Reference
CLI.
`grid` is a single-binary command-line tool. It is a thin wrapper around the expression evaluator. Anything you type that isn't a recognized subcommand is parsed as a grid expression and executed.
The CLI does not invent verbs. The expression grammar is the same whether typed at a terminal, embedded in an attention cell, or used as a capability projection.

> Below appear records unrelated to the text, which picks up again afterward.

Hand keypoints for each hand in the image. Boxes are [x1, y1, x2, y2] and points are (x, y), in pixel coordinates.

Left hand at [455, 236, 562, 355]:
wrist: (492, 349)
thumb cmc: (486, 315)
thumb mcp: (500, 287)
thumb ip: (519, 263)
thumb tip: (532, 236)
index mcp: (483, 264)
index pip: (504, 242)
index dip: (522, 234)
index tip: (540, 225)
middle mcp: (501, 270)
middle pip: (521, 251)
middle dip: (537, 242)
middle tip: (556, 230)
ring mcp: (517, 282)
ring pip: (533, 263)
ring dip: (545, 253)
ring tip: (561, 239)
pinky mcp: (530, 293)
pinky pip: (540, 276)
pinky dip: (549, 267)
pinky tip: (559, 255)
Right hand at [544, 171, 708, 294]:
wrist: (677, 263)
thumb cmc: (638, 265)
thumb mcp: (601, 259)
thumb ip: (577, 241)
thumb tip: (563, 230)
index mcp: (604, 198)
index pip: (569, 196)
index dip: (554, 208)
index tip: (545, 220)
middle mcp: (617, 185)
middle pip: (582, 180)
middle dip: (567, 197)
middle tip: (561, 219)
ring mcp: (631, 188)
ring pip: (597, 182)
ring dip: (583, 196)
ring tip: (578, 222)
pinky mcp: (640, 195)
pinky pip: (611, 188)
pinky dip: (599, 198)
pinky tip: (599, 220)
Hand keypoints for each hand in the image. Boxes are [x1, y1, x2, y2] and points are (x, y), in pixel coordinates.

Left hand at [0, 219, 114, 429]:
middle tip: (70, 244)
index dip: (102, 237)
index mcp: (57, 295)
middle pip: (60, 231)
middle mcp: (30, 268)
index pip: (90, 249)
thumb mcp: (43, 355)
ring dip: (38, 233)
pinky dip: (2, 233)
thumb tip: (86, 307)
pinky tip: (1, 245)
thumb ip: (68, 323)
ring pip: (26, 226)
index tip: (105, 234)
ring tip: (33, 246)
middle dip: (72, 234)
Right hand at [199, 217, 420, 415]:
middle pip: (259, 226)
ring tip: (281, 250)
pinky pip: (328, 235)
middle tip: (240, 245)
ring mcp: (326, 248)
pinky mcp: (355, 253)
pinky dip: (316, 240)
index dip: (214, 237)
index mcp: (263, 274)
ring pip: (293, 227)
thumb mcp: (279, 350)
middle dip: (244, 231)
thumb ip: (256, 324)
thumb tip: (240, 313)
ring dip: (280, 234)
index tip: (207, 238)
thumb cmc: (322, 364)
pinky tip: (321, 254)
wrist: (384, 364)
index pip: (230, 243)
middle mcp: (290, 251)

For the expression grammar itself, see Language. For encryption, see Encryption. For the sigil set used in expressions, see Sigils.
Invocation
grid -g <path> <expression> # explicit grid file
grid <subcommand> # file-level operation
grid --help # usage
grid --version # versionA grid exists the moment you write a cell into it. There is no create command. If the file at the chosen path does not exist and your expression is a write, the file is created.
Options
| Flag | Meaning |
|---|---|
-g <path> / --grid <path> | Path to the .grid file |
-i <id> / --identity <id> | Override GRID_IDENTITY for this invocation |
--body-file - | Read cell body from stdin (for multi-line writes) |
--version / -V | Print version |
--help / -h | Show usage |
Multi-line writes use --body-file -:
cat <<EOF | grid -g my.grid --body-file - "write @/notes/long type: note body: x"
First line of the note.
Second line.
Third line.
EOFThe body: x in the expression is a placeholder; --body-file - replaces it with the stdin content.
Identity
Every grid expression evaluates under exactly one identity. Resolution order:
-i <id>/--identity <id>flagGRID_IDENTITYenvironment variable
If neither is set, identity defaults to unknown.
GRID_IDENTITY=alice grid -g my.grid "study: @/**"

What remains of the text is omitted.